So, a further thought about Paul Graham’s Hacker News and its comments policy. (See yesterday’s post for details.) If reddit allows you to approve or disapprove of things you haven't even read, Hacker News appears not to allow you to disapprove of things at all: you can click the “up” arrow or . . . well, do nothing at all. Or so it appears. Because it turns out that when your karma points reach a certain threshold — apparently 100 — you suddenly acquire the opportunity to downvote a post/link. Interesting! It’s only when you have contributed value to the community that you are entrusted with the power of negativity.
Something similar is being done at another hacker site, Stack Overflow, where upvotes add 10 karma or “reputation” points to a post’s author, while downvotes remove two reputation points from the post’s author — and one from the reputation of the person doing the downvoting.
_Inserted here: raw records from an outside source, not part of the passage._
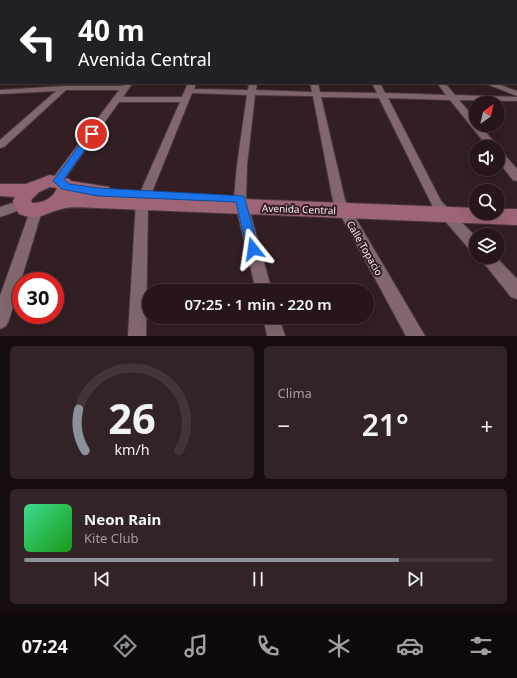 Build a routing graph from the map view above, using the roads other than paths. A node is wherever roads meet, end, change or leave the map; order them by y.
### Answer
1 (40, 0) edge
2 (60, 0) edge
3 (314, 84) edge
4 (376, 84) edge
5 (443, 84) edge
6 (491, 84) edge
7 (127, 85) edge
8 (66, 86) edge
9 (252, 87) edge
10 (188, 91) edge
11 (0, 92) edge
12 (317, 94) junction
13 (517, 94) edge
14 (382, 96) junction
15 (453, 97) junction
16 (117, 99) junction
17 (517, 99) edge
18 (487, 140) edge
19 (0, 145) edge
20 (505, 162) edge
21 (517, 177) edge
22 (62, 184) junction
23 (0, 190) edge
24 (0, 198) edge
25 (143, 198) junction
26 (27, 202) junction
27 (57, 202) junction
28 (241, 203) junction
29 (342, 206) junction
30 (469, 206) edge
31 (505, 206) edge
32 (517, 206) edge
33 (441, 208) junction
34 (0, 212) edge
35 (517, 217) edge
36 (469, 239) edge
37 (492, 264) edge
38 (262, 284) edge
39 (517, 291) edge
40 (0, 320) edge
41 (273, 324) edge
42 (137, 336) edge
43 (276, 336) edge
44 (416, 336) edge

1 - 2 street
3 - 12 street, Calle Topacio
4 - 14 street
5 - 15 street
6 - 13 street
7 - 8 street
7 - 16 street
8 - 11 street
8 - 19 street
9 - 10 street
9 - 12 street
9 - 28 street
10 - 16 street
10 - 25 street
12 - 14 street
12 - 29 street, Calle Topacio
14 - 15 street
14 - 33 street
15 - 17 street
15 - 18 street
16 - 22 street
20 - 21 street
22 - 25 street, Avenida Central
22 - 26 street
22 - 27 street
23 - 26 street
24 - 26 street
25 - 27 street, Avenida Central
25 - 28 street, Avenida Central
25 - 42 street
26 - 27 street
26 - 34 street
26 - 40 street
28 - 29 street, Avenida Central
28 - 38 street
29 - 33 street, Avenida Central
29 - 44 street, Calle Topacio
30 - 33 street, Avenida Central
31 - 32 street
33 - 35 street, Avenida Central
33 - 36 street
37 - 39 street
41 - 43 street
This too is interesting! Here you have to ask yourself before voting something down whether you feel strongly enough about it to take a chunk out of your own reputation to register your disapproval. Kinda like real life.
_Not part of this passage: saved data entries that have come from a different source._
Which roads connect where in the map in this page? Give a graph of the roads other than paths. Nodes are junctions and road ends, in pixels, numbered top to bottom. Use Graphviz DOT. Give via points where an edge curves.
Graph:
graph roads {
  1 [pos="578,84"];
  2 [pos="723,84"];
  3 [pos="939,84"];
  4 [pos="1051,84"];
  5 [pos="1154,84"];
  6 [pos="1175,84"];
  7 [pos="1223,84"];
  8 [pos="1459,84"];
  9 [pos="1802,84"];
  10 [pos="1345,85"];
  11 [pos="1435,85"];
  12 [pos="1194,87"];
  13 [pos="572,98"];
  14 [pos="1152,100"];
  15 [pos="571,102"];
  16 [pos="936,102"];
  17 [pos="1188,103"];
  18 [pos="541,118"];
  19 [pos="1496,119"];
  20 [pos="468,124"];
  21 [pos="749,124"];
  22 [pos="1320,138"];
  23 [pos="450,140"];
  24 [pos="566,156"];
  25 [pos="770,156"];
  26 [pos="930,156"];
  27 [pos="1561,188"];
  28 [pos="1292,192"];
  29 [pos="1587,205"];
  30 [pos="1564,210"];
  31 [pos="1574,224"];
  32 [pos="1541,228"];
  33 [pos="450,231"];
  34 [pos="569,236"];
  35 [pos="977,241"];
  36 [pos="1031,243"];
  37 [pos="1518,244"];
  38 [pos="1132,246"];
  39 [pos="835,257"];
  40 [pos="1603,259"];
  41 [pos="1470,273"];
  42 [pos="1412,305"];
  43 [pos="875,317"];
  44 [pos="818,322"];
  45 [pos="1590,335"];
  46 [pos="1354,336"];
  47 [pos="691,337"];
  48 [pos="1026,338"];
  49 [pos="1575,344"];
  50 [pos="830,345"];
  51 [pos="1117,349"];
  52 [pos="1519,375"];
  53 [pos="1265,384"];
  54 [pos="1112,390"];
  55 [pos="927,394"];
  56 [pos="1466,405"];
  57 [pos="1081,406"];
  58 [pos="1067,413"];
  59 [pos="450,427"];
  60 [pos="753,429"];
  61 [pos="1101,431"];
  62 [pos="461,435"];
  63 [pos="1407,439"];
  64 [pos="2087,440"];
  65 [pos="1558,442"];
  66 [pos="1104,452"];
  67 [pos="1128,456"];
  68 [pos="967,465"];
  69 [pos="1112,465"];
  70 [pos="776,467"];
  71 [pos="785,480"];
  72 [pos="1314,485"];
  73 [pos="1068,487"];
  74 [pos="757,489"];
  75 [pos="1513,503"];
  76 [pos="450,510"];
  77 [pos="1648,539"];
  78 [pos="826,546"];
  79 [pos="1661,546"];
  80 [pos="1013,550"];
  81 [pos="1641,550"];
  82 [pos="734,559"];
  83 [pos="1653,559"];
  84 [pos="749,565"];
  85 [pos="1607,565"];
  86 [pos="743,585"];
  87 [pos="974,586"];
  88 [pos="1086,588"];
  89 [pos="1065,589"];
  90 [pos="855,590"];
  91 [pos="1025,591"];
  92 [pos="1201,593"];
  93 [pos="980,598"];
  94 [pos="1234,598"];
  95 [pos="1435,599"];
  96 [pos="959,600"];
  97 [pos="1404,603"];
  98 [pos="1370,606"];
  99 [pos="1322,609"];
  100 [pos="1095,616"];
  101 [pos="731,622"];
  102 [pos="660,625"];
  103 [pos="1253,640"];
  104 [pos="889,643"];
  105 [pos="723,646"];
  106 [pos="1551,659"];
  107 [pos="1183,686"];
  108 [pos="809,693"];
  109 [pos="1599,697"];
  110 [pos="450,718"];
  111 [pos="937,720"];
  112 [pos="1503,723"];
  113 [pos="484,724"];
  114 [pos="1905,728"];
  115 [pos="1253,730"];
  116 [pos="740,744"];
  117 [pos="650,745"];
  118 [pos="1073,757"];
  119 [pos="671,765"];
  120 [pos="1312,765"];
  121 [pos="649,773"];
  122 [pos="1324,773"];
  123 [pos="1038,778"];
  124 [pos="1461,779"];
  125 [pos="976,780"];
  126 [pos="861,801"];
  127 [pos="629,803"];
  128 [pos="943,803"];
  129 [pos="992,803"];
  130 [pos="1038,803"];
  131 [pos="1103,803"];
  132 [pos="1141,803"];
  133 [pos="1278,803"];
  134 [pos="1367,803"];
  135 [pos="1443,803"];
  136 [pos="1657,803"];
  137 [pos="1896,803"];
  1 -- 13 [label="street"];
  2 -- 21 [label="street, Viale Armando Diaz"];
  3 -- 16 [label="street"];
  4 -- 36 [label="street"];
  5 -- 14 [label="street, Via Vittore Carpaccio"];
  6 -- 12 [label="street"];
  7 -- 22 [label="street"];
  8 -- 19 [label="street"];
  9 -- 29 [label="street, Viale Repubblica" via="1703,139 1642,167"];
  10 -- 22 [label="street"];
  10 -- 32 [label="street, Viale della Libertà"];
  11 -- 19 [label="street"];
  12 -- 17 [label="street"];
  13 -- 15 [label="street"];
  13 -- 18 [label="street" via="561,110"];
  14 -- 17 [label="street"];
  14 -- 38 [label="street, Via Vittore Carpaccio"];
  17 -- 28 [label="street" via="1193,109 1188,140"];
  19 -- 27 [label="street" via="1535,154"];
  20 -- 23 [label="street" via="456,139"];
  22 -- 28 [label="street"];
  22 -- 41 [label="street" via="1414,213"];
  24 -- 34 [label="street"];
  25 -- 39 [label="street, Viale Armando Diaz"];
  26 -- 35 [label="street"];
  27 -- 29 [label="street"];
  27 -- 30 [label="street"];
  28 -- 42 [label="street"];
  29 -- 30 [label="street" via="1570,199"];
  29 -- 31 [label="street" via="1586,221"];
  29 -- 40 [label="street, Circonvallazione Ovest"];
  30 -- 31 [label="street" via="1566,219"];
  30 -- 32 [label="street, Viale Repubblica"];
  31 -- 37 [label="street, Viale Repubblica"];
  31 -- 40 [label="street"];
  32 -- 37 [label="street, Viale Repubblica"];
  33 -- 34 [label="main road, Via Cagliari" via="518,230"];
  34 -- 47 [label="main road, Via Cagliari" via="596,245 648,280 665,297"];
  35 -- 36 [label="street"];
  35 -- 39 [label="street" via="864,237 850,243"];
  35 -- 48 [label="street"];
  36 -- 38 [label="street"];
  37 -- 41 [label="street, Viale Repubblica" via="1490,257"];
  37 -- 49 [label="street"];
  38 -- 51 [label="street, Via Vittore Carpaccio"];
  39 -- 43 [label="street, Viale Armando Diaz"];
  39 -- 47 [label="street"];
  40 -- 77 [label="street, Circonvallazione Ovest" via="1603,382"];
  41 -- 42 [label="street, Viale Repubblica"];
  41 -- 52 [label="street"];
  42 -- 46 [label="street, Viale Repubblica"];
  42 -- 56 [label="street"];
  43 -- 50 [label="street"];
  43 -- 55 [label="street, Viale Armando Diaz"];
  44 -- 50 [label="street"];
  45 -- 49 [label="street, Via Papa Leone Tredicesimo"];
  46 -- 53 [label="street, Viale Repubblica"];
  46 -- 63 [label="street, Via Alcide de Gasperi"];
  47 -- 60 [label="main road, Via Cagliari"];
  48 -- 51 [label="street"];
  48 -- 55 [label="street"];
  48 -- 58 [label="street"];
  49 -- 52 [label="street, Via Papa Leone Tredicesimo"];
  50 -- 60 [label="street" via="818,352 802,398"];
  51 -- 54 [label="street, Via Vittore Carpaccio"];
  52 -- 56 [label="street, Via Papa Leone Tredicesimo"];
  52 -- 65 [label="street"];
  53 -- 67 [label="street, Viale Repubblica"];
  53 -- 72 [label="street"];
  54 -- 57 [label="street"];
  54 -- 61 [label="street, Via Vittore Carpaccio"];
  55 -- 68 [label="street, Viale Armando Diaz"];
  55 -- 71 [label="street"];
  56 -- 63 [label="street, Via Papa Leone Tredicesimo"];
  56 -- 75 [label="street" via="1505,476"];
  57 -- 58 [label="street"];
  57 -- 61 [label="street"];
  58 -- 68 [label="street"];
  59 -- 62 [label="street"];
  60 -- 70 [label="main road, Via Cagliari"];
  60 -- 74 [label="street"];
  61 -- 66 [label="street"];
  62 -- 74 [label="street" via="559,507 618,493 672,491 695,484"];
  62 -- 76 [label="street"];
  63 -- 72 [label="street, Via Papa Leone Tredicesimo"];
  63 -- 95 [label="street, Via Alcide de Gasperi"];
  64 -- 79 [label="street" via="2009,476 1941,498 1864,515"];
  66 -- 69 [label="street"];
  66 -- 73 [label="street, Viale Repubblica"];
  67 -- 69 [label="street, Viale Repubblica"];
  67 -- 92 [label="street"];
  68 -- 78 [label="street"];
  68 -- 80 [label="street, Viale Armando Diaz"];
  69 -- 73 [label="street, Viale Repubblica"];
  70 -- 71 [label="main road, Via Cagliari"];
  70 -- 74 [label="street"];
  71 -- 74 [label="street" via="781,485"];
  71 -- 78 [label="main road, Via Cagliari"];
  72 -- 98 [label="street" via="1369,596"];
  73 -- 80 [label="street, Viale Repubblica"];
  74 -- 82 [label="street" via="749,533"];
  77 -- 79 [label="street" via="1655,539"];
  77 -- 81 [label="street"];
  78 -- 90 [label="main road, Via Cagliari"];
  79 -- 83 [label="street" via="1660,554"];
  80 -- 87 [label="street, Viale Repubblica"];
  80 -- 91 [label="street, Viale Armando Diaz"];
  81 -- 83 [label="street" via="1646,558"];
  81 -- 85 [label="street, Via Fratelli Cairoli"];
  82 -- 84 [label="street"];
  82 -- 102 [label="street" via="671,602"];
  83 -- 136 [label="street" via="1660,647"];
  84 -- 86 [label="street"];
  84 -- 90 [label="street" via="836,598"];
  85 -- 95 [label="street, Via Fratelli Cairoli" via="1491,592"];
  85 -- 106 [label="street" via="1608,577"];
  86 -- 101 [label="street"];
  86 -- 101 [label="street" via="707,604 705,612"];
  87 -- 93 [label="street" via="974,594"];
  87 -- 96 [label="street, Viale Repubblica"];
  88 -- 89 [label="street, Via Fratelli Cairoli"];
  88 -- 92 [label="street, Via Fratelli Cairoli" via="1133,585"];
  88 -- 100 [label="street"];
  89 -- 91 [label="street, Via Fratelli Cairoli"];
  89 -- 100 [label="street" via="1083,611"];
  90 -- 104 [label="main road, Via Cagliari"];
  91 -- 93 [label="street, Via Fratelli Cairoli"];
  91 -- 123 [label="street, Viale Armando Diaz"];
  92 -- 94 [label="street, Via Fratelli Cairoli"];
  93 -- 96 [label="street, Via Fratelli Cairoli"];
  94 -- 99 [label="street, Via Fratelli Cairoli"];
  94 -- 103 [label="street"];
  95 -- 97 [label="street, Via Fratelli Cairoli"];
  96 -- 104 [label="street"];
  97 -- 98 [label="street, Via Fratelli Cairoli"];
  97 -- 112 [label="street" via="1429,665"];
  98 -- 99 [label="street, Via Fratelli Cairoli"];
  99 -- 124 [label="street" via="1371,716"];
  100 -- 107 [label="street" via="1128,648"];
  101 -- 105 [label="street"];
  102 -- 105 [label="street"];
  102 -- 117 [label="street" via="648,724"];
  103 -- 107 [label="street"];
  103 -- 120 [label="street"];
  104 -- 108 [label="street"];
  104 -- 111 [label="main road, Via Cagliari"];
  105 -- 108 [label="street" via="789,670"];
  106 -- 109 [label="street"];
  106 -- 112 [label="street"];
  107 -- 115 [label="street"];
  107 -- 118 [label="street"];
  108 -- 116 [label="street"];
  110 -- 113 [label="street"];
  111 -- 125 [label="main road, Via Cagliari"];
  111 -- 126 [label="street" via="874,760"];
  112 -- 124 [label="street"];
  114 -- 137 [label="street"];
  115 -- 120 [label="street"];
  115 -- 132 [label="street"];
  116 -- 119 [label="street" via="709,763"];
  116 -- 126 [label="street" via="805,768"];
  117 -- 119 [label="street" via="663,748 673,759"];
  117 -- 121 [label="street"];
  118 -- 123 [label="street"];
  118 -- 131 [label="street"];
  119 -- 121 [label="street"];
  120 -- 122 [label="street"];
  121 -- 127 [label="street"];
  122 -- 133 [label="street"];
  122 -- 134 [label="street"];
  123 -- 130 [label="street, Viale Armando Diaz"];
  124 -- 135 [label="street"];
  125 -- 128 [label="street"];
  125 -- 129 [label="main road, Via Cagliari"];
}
These are great examples of “choice architecture,” but not quite of the “nudge” variety. They are more than nudging you to make certain kinds of decisions, though. Hacker News is allowing you to purchase power with good behavior, while Stack Overflow is subtly threatening people who consistently misbehave with expulsion from the community.
I like these models very much, but at the moment I can't see how they could be applied to sites where there are just comments rather than votes on the value of posts. Regular old blogs — as ace commenter Tony Comstock remarks in relation to my previous post — may have to depend on the blogger’s own ability to model civil discourse and to gently manage comment threads. But I have seen many, many peaceable and thoughtful bloggers get overwhelmed by trolls and other hostile figures. So there is, I think, a desperate need to develop a choice architecture that works for the garden variety blog and its comment threads.